"Smash It Up" is a song by English punk rock band the Damned, released as a single on 12 October 1979 by Chiswick Records. It is considered the band's unofficial anthem.

The single was the second release from the band's third studio Machine Gun Etiquette (1979), where it was listed as "Smash It Up (Part II)". The B-side of the single was "Burglar".

Production
"Smash It Up" was produced by the band and Roger Armstrong. It is structured in two-part form: a melodic instrumental introduction (written in hommage to Marc Bolan after his tragic death) segueing into an energetic pop-punk song. The song's lyrics criticize those who indulge in hippie culture (referring to "blow wave hairstyles" and "Glastonbury hippies") instead of advocating for political revolution.

Release
Chiswick reissued the single on their budget Big Beat imprint in February 1982. The single was also issued in Australia, Germany, the Netherlands and Spain.

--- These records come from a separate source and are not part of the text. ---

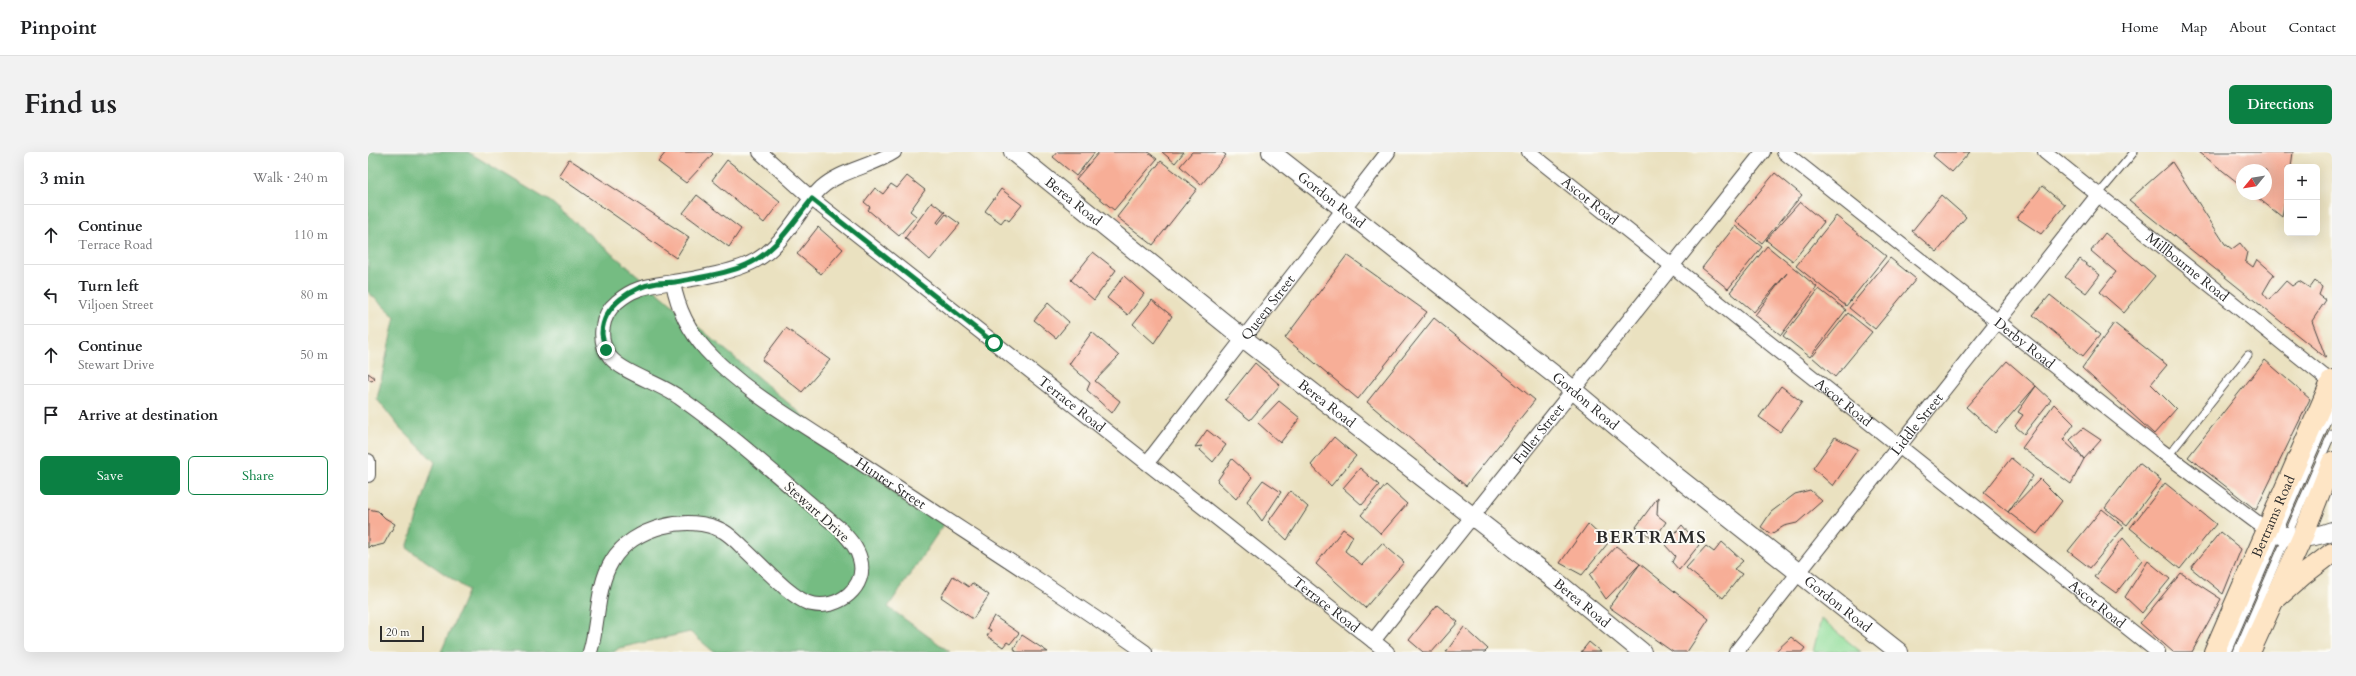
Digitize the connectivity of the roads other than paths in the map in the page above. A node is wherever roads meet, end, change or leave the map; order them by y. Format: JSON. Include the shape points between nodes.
{"nodes":[{"id":1,"x":760,"y":152,"type":"edge"},
{"id":2,"x":894,"y":152,"type":"edge"},
{"id":3,"x":1013,"y":152,"type":"edge"},
{"id":4,"x":1271,"y":152,"type":"edge"},
{"id":5,"x":1388,"y":152,"type":"edge"},
{"id":6,"x":1529,"y":152,"type":"edge"},
{"id":7,"x":1763,"y":152,"type":"edge"},
{"id":8,"x":1784,"y":152,"type":"edge"},
{"id":9,"x":2044,"y":152,"type":"edge"},
{"id":10,"x":2134,"y":152,"type":"edge"},
{"id":11,"x":2098,"y":195,"type":"junction"},
{"id":12,"x":812,"y":199,"type":"junction"},
{"id":13,"x":1346,"y":209,"type":"junction"},
{"id":14,"x":1673,"y":266,"type":"junction"},
{"id":15,"x":673,"y":283,"type":"junction"},
{"id":16,"x":1997,"y":320,"type":"junction"},
{"id":17,"x":1244,"y":338,"type":"junction"},
{"id":18,"x":2248,"y":355,"type":"dead end"},
{"id":19,"x":2332,"y":381,"type":"edge"},
{"id":20,"x":1573,"y":390,"type":"junction"},
{"id":21,"x":2332,"y":409,"type":"edge"},
{"id":22,"x":2332,"y":433,"type":"edge"},
{"id":23,"x":1898,"y":446,"type":"junction"},
{"id":24,"x":2168,"y":456,"type":"junction"},
{"id":25,"x":368,"y":461,"type":"edge"},
{"id":26,"x":2332,"y":462,"type":"edge"},
{"id":27,"x":1147,"y":463,"type":"junction"},
{"id":28,"x":368,"y":474,"type":"edge"},
{"id":29,"x":2328,"y":488,"type":"edge"},
{"id":30,"x":1471,"y":517,"type":"junction"},
{"id":31,"x":2332,"y":531,"type":"edge"},
{"id":32,"x":2283,"y":535,"type":"junction"},
{"id":33,"x":2332,"y":553,"type":"edge"},
{"id":34,"x":1800,"y":572,"type":"junction"},
{"id":35,"x":2271,"y":604,"type":"junction"},
{"id":36,"x":1373,"y":641,"type":"junction"},
{"id":37,"x":590,"y":652,"type":"edge"},
{"id":38,"x":1145,"y":652,"type":"edge"},
{"id":39,"x":1387,"y":652,"type":"edge"},
{"id":40,"x":1642,"y":652,"type":"edge"},
{"id":41,"x":1736,"y":652,"type":"edge"},
{"id":42,"x":1899,"y":652,"type":"edge"},
{"id":43,"x":2158,"y":652,"type":"edge"},
{"id":44,"x":2214,"y":652,"type":"edge"},
{"id":45,"x":2227,"y":652,"type":"edge"},
{"id":46,"x":2237,"y":652,"type":"edge"},
{"id":47,"x":2250,"y":652,"type":"edge"}],
"edges":[{"from":1,"to":12,"type":"street","name":"Terrace Road"},
{"from":2,"to":12,"type":"street","via":[[832,180]]},
{"from":3,"to":17,"type":"street","name":"Berea Road"},
{"from":4,"to":13,"type":"street","name":"Gordon Road"},
{"from":5,"to":13,"type":"street","name":"Queen Street"},
{"from":6,"to":14,"type":"street","name":"Ascot Road"},
{"from":7,"to":14,"type":"street","name":"Fuller Street"},
{"from":8,"to":16,"type":"street","name":"Derby Road"},
{"from":9,"to":11,"type":"street","name":"Millbourne Road"},
{"from":10,"to":11,"type":"lane"},
{"from":11,"to":16,"type":"street","name":"Liddle Street"},
{"from":11,"to":19,"type":"street","name":"Millbourne Road"},
{"from":12,"to":15,"type":"street","via":[[760,259],[745,266]]},
{"from":12,"to":27,"type":"street","name":"Terrace Road"},
{"from":13,"to":17,"type":"street","name":"Queen Street"},
{"from":13,"to":20,"type":"street","name":"Gordon Road"},
{"from":14,"to":20,"type":"street","name":"Fuller Street"},
{"from":14,"to":23,"type":"street","name":"Ascot Road"},
{"from":15,"to":37,"type":"street","name":"Stewart Drive","via":[[657,283],[643,287],[616,302],[606,315],[603,326],[602,335],[606,350],[616,363],[660,385],[698,410],[840,529],[853,544],[860,560],[861,576],[853,590],[841,601],[827,606],[811,604],[795,595],[724,531],[682,523],[664,526],[643,533],[625,546],[612,561],[604,581]]},
{"from":15,"to":38,"type":"street","name":"Hunter Street","via":[[676,299],[687,324],[705,349],[736,378]]},
{"from":16,"to":23,"type":"street","name":"Liddle Street"},
{"from":16,"to":24,"type":"street","name":"Derby Road"},
{"from":17,"to":27,"type":"street","name":"Queen Street"},
{"from":17,"to":30,"type":"street","name":"Berea Road"},
{"from":18,"to":24,"type":"lane"},
{"from":19,"to":32,"type":"main road","name":"Bertrams Road"},
{"from":20,"to":30,"type":"street","name":"Fuller Street"},
{"from":20,"to":34,"type":"street","name":"Gordon Road","via":[[1671,472]]},
{"from":21,"to":32,"type":"lane"},
{"from":22,"to":32,"type":"lane"},
{"from":23,"to":34,"type":"street","name":"Liddle Street"},
{"from":23,"to":43,"type":"street","name":"Ascot Road"},
{"from":24,"to":32,"type":"street","name":"Derby Road"},
{"from":25,"to":28,"type":"street"},
{"from":26,"to":29,"type":"main road","name":"Bertrams Road"},
{"from":27,"to":36,"type":"street","name":"Terrace Road"},
{"from":29,"to":32,"type":"main road","name":"Bertrams Road"},
{"from":30,"to":36,"type":"street","name":"Fuller Street"},
{"from":30,"to":40,"type":"street","name":"Berea Road","via":[[1557,582]]},
{"from":31,"to":32,"type":"street"},
{"from":32,"to":35,"type":"main road","name":"Bertrams Road"},
{"from":32,"to":44,"type":"main road","name":"Bertrams Road"},
{"from":32,"to":45,"type":"lane"},
{"from":32,"to":46,"type":"lane"},
{"from":33,"to":35,"type":"main road"},
{"from":34,"to":41,"type":"street","name":"Liddle Street"},
{"from":34,"to":42,"type":"street","name":"Gordon Road"},
{"from":35,"to":47,"type":"main road","name":"Bertrams Road"},
{"from":36,"to":39,"type":"street","name":"Terrace Road"}]}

"Smash It Up" was boycotted by BBC Radio 1 because of its perceived anarchic lyrics, stalling at No. 35 in the UK Singles Chart.

In November 2004, Ace Records reissued the single on CD, with alternate versions of the song (including the previously unreleased third and fourth parts of "Smash It Up") and a video, directed by Martin Baker, added.

Promotion
The Damned performed "Smash It Up" (as well as "I Just Can't Be Happy Today") on the BBC2 television show The Old Grey Whistle Test in 1979.

In other media
A cover version of the song by the Offspring appeared for a few seconds in the 1995 film Batman Forever. The full song was included on the film's soundtrack album.

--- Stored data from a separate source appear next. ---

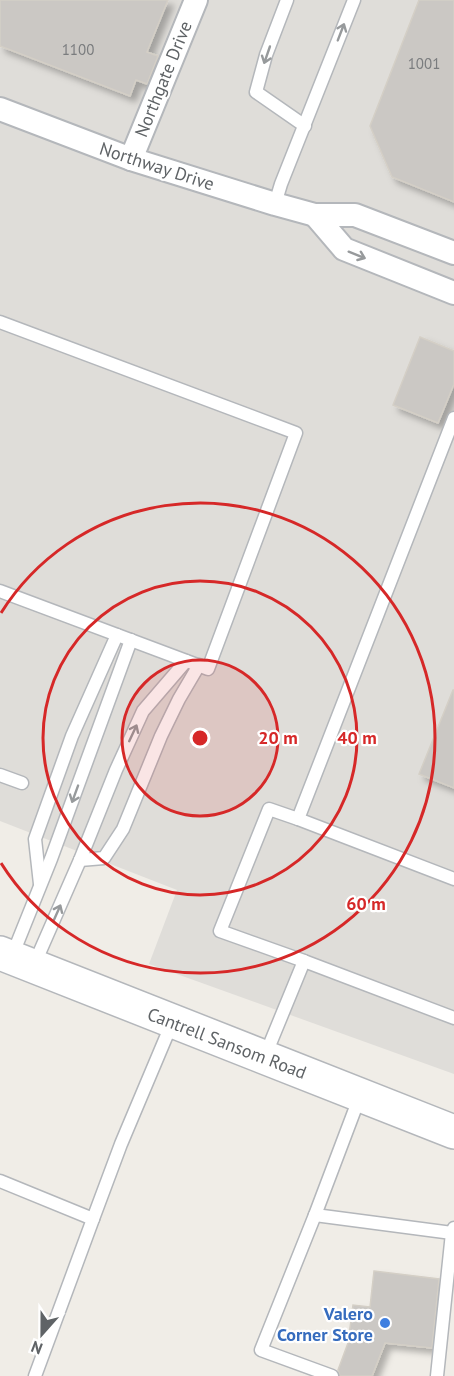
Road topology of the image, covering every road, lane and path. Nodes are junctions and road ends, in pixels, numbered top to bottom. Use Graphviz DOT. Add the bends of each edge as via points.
graph roads {
  1 [pos="196,0"];
  2 [pos="287,0"];
  3 [pos="354,0"];
  4 [pos="0,109"];
  5 [pos="305,126"];
  6 [pos="131,159"];
  7 [pos="275,204"];
  8 [pos="315,215"];
  9 [pos="454,253"];
  10 [pos="454,293"];
  11 [pos="0,322"];
  12 [pos="454,418"];
  13 [pos="0,591"];
  14 [pos="117,635"];
  15 [pos="131,640"];
  16 [pos="186,661"];
  17 [pos="199,665"];
  18 [pos="0,775"];
  19 [pos="22,783"];
  20 [pos="298,819"];
  21 [pos="80,860"];
  22 [pos="454,879"];
  23 [pos="40,886"];
  24 [pos="15,959"];
  25 [pos="304,961"];
  26 [pos="454,1018"];
  27 [pos="173,1022"];
  28 [pos="264,1056"];
  29 [pos="360,1095"];
  30 [pos="454,1132"];
  31 [pos="0,1181"];
  32 [pos="315,1215"];
  33 [pos="93,1219"];
  34 [pos="453,1230"];
  35 [pos="448,1324"];
  36 [pos="35,1376"];
  37 [pos="332,1376"];
  38 [pos="437,1376"];
  1 -- 6 [label="street, Northgate Drive"];
  2 -- 5 [label="lane, one-way" via="255,92"];
  5 -- 3 [label="lane, one-way"];
  4 -- 6 [label="street, Northway Drive"];
  5 -- 7 [label="lane"];
  6 -- 7 [label="street, Northway Drive"];
  7 -- 8 [label="street, Northway Drive"];
  8 -- 9 [label="street, Northway Drive" via="355,215"];
  8 -- 10 [label="street, one-way" via="344,249"];
  11 -- 17 [label="lane" via="296,433 208,669"];
  12 -- 20 [label="lane"];
  13 -- 14 [label="lane"];
  14 -- 15 [label="lane"];
  14 -- 23 [label="lane" via="72,736 35,840"];
  15 -- 16 [label="lane"];
  15 -- 23 [label="lane, one-way"];
  16 -- 17 [label="lane"];
  21 -- 16 [label="lane, one-way" via="143,711"];
  17 -- 21 [label="lane" via="161,736 123,829 104,858"];
  18 -- 19 [label="lane"];
  20 -- 22 [label="lane"];
  20 -- 25 [label="lane" via="269,808 220,931"];
  24 -- 21 [label="lane, one-way"];
  23 -- 24 [label="lane"];
  24 -- 27 [label="main road, Cantrell Sansom Road"];
  25 -- 26 [label="lane"];
  25 -- 28 [label="lane"];
  27 -- 28 [label="main road, Cantrell Sansom Road"];
  27 -- 33 [label="lane"];
  28 -- 29 [label="main road, Cantrell Sansom Road"];
  29 -- 30 [label="main road, Cantrell Sansom Road"];
  29 -- 32 [label="lane"];
  31 -- 33 [label="lane"];
  32 -- 34 [label="lane"];
  32 -- 37 [label="lane" via="261,1350"];
  33 -- 36 [label="lane"];
  34 -- 35 [label="lane"];
  35 -- 38 [label="lane"];
}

The song appeared in the console-based game Driver: Parallel Lines (2006) as a track from the 1978 era.

The song appears in the 2010 film, It's Kind of a Funny Story.

The song also appears at the end credits of DC Universe's Titans, Season 2, Episode 10.

Track listing
All songs written by Scabies, Sensible, Vanian, Ward.

1979 vinyl release
"Smash It Up" – 2:52
"Burglar" – 3:33

2004 CD release
"Smash It Up" – 2:52
"Burglar" – 3:33
"Smash It Up Parts 1–4" – 8:43

Production credits
Producers
Roger Armstrong
The Damned

Musicians
 Dave Vanian − vocals
 Captain Sensible − guitar, keyboards
 Rat Scabies − drums, vocals on "Burglar"
 Algy Ward − bass

Cover versions

The song was covered by Die Toten Hosen for the 1991 cover album Learning English, Lesson One.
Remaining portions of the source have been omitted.